Recommandations : Conseils pratiques pour les patients
Sur la base de ces résultats de recherche, les patients récemment diagnostiqués avec une sclérose en plaques devraient considérer les éléments suivants :
Discuter d'un traitement précoce à haute efficacité : Ayez une conversation détaillée avec votre neurologue concernant les bénéfices potentiels d'un démarrage par un traitement à haute efficacité comme l'ofatumumab plutôt qu'une escalade à partir de traitements d'efficacité modérée. Les preuves suggèrent que cette approche pourrait mieux contrôler l'activité de la maladie dès le début.
Comprendre les options thérapeutiques : Informez-vous sur les différentes méthodes d'administration — l'ofatumumab est une injection sous-cutanée mensuelle que vous pouvez vous administrer à domicile, tandis que le tériflunomide est un médicament oral quotidien. Réfléchissez à l'approche qui convient le mieux à votre mode de vie et à vos préférences.
Surveiller les effets secondaires : Soyez conscient des effets secondaires potentiels de chaque médicament. L'ofatumumab peut provoquer des réactions liées à l'injection, surtout en début de traitement, tandis que le tériflunomide peut entraîner une chute de cheveux. Signalez toute inquiétude à votre équipe soignante.
Surveillance régulière : Quel que soit le traitement choisi, engagez-vous à un suivi régulier et à une surveillance par IRM comme recommandé par votre neurologue.
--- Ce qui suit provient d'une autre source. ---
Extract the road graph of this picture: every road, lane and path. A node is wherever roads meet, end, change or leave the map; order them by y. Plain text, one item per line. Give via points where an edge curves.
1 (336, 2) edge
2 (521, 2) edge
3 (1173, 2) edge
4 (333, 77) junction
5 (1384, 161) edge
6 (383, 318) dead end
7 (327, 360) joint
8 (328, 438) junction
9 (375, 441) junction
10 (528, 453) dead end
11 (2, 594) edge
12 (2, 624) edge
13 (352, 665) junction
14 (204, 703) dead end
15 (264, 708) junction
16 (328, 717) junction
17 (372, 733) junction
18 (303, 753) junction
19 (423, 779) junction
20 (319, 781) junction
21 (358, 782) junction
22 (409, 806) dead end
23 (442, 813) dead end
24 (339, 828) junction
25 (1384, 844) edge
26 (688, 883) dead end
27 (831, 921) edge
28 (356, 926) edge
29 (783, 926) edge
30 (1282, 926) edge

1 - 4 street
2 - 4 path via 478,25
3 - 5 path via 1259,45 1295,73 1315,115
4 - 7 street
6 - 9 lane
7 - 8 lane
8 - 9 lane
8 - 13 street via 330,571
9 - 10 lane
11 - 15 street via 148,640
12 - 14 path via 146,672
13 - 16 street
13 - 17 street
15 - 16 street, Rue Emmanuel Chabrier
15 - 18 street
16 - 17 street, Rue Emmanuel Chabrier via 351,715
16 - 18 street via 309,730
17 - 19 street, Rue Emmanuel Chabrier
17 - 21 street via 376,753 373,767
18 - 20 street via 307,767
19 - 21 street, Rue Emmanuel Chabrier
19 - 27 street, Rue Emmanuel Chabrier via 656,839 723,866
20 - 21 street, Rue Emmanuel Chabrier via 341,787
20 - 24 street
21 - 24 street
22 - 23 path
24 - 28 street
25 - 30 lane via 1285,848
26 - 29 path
La détection précoce de l'activité de la maladie permet des ajustements thérapeutiques en temps opportun.
Décision partagée : Travaillez en collaboration avec votre équipe soignante pour prendre des décisions thérapeutiques alignées sur vos objectifs, vos valeurs et votre mode de vie, tout en considérant les dernières preuves concernant l'efficacité et la sécurité du traitement.
Informations sur la source
Titre de l'article original : "Efficacy and safety of ofatumumab in recently diagnosed, treatment-naive patients with multiple sclerosis: Results from ASCLEPIOS I and II"
Auteurs : Jutta Gärtner, Stephen L Hauser, Amit Bar-Or, Xavier Montalban, Jeffrey A Cohen, Anne H Cross, Kumaran Deiva, Habib Ganjgahi, Dieter A Häring, Bingbing Li, Ratnakar Pingili, Krishnan Ramanathan, Wendy Su, Roman Willi, Bernd Kieseier, Ludwig Kappos
Publication : Multiple Sclerosis Journal, 2022, Vol. 28(10) 1562–1575
Note : Cet article adapté aux patients est basé sur une recherche évaluée par des pairs provenant des essais cliniques ASCLEPIOS I et II, qui sont enregistrés sur ClinicalTrials.gov (NCT02792218 et NCT02792231).